What the task asks:
On how many lines of the data below does the word "Θεμιστοκλή" appear? Reply with the number only.

Dataset entries:
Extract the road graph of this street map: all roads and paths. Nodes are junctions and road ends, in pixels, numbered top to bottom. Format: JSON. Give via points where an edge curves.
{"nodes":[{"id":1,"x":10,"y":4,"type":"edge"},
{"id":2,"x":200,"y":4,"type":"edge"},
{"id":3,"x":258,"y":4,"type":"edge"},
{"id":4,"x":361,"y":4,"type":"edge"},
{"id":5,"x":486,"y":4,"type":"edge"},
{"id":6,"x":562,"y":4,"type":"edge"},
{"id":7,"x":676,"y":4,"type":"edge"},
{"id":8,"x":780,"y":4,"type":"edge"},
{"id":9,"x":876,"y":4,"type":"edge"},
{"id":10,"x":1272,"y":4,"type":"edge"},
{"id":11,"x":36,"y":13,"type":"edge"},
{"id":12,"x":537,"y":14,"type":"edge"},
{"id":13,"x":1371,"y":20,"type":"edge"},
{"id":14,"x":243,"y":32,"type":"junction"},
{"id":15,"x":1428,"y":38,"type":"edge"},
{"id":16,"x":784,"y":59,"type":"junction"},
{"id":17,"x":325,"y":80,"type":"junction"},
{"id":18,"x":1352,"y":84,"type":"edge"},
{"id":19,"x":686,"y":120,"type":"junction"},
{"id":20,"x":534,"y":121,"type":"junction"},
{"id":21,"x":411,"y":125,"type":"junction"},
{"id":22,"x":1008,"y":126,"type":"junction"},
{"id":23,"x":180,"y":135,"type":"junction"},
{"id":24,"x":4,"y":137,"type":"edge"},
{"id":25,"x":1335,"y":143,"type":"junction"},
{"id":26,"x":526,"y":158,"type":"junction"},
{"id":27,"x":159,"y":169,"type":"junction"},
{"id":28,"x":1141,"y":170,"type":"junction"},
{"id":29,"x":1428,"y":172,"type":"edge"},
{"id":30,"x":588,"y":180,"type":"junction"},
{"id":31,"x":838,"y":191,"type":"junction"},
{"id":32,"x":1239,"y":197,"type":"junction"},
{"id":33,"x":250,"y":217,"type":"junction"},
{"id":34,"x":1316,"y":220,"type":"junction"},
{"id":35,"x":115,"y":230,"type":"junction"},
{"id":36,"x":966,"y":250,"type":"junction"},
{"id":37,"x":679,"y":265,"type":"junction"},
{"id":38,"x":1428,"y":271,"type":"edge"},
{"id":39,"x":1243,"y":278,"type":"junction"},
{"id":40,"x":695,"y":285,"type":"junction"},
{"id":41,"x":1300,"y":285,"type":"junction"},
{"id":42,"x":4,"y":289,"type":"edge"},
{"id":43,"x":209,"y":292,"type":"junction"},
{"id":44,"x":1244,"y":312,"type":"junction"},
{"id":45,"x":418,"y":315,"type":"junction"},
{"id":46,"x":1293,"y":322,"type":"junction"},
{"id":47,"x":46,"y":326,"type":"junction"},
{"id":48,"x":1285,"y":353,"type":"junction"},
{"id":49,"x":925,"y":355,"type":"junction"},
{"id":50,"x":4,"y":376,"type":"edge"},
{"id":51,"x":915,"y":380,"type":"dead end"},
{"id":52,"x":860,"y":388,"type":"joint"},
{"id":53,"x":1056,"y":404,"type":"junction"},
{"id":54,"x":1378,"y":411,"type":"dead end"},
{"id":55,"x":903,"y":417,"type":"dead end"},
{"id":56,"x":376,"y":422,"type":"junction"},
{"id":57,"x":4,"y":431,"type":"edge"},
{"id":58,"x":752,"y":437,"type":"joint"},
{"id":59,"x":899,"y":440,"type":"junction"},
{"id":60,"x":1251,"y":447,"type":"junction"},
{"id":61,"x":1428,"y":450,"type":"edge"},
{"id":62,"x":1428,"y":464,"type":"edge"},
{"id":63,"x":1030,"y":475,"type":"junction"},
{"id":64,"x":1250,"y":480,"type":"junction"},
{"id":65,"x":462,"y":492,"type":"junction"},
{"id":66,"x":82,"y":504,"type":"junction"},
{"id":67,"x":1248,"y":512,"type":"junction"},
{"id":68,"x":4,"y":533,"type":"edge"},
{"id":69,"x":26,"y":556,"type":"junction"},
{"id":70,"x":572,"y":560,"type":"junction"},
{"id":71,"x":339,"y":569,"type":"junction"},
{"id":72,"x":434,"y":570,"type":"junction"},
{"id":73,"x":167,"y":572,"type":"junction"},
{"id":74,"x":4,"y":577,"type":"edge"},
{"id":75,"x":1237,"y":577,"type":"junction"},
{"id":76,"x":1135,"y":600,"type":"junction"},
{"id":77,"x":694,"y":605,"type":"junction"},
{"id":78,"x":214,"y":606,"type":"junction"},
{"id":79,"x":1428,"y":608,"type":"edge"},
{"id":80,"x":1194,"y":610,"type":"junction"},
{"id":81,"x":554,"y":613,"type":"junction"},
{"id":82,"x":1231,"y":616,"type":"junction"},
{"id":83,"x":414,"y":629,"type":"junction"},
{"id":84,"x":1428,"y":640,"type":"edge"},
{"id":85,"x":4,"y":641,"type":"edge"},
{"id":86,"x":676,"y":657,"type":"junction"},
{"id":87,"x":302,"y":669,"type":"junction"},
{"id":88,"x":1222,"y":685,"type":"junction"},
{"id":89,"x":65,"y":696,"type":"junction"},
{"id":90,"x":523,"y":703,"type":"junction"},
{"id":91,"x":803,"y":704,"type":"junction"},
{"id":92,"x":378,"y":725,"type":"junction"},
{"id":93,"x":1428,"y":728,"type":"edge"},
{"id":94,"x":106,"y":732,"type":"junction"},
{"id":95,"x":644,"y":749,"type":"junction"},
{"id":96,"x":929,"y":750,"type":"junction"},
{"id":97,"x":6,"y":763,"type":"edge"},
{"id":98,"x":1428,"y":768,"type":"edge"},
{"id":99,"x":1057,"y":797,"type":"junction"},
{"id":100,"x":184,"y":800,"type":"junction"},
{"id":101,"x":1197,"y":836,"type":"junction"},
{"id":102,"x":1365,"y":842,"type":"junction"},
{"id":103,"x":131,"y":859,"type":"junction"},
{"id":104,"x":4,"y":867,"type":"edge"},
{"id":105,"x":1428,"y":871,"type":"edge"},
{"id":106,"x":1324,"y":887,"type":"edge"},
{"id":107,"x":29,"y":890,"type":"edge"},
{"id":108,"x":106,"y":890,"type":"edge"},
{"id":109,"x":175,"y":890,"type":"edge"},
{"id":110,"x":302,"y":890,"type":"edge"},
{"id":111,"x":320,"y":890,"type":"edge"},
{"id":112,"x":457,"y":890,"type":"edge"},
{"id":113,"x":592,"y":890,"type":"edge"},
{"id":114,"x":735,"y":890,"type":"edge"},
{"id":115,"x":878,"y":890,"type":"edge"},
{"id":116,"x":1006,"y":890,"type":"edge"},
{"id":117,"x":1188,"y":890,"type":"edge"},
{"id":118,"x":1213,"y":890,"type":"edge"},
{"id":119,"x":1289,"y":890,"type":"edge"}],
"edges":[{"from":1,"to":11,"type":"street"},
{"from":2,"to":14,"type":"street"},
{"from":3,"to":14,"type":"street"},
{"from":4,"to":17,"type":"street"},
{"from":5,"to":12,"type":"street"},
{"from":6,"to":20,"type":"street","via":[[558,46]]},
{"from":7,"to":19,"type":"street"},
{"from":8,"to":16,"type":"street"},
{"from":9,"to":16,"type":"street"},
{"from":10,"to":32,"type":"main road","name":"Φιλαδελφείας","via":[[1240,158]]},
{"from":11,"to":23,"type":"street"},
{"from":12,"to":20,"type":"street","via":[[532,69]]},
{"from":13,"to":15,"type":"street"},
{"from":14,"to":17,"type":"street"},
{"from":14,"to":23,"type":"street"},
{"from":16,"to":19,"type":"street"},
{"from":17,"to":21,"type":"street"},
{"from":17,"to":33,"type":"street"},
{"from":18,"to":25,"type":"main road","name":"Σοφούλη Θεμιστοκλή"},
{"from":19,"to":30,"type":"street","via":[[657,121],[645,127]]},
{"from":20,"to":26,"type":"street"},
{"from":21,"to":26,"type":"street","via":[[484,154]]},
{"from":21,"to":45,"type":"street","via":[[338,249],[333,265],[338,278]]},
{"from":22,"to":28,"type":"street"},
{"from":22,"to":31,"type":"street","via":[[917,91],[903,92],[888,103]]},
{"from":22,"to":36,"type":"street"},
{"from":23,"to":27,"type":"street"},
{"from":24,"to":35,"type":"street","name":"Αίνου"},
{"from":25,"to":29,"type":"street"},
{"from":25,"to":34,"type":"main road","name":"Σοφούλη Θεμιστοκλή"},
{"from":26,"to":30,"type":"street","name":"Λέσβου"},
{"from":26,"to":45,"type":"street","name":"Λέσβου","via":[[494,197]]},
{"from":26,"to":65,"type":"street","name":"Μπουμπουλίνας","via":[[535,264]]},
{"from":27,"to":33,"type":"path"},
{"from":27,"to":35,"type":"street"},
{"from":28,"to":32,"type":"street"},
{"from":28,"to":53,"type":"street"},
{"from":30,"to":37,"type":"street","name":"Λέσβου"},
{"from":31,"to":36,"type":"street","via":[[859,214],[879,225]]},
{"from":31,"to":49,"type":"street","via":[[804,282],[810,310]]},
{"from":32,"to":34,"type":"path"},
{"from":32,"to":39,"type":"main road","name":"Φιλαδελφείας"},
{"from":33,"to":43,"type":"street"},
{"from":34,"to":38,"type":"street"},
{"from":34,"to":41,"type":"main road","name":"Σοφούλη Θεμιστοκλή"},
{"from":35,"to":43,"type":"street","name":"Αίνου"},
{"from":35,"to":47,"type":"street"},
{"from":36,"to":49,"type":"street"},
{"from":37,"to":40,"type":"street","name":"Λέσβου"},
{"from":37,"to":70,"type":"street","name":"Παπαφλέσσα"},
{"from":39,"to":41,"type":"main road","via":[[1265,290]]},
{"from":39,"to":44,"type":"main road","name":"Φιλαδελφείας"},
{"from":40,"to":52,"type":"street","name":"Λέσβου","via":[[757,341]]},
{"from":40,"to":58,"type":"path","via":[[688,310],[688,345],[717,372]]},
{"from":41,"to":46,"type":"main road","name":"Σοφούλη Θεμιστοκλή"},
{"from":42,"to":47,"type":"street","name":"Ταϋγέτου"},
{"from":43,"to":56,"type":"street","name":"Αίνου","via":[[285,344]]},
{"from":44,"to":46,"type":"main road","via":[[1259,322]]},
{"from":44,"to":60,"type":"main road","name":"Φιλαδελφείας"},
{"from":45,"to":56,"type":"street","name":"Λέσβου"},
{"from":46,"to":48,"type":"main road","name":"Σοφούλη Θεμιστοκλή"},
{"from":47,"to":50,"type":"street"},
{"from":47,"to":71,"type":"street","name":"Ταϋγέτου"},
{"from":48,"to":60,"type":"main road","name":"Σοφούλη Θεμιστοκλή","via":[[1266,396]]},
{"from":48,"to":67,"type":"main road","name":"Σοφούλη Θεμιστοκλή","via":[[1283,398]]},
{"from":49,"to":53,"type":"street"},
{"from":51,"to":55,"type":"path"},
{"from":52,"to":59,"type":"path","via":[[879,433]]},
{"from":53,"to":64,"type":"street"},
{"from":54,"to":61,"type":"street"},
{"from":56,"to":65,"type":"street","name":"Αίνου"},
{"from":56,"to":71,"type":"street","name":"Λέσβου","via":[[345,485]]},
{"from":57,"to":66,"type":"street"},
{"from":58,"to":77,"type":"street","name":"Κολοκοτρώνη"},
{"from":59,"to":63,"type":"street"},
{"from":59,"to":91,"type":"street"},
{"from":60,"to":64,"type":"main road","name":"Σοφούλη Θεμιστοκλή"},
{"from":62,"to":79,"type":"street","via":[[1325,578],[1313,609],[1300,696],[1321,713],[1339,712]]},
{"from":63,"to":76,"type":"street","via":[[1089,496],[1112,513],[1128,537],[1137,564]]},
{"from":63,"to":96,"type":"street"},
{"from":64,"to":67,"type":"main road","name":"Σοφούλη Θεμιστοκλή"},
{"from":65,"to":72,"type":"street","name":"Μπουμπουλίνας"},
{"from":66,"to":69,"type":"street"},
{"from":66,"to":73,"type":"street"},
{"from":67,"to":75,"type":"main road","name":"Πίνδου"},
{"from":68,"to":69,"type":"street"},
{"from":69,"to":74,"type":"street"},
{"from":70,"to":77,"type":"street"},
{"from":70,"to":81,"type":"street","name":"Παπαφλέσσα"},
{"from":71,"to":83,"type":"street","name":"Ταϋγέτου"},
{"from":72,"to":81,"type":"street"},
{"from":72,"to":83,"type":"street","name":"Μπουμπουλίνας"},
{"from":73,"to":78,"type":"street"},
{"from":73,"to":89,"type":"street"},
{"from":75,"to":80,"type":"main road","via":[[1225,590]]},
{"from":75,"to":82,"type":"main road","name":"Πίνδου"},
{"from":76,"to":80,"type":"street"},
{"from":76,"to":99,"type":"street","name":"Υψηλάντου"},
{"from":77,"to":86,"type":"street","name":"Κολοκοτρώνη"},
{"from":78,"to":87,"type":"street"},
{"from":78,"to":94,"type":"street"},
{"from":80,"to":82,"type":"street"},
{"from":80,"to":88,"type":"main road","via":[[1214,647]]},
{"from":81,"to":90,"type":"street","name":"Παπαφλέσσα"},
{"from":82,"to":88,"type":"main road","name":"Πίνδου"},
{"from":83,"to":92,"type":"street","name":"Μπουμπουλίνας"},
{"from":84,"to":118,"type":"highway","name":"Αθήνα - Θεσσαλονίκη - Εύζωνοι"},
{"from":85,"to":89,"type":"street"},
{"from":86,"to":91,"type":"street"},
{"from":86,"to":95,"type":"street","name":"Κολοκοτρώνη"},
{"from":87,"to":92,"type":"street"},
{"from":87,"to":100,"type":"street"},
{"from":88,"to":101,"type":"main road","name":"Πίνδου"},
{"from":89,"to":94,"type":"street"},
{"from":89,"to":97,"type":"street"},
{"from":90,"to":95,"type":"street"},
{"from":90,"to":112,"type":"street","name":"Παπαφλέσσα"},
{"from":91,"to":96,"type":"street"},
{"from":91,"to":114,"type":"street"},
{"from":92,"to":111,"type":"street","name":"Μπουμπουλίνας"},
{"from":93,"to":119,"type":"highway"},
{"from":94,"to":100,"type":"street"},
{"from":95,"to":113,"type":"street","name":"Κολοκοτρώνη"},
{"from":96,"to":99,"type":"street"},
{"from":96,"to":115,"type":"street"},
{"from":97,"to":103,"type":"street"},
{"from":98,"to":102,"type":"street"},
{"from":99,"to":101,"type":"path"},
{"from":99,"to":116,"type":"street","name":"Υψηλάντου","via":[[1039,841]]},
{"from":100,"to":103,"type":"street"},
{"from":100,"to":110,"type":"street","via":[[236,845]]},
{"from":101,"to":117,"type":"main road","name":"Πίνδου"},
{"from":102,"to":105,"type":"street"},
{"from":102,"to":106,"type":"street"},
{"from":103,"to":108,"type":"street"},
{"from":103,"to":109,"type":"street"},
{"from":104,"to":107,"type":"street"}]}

Answer to this problem:
9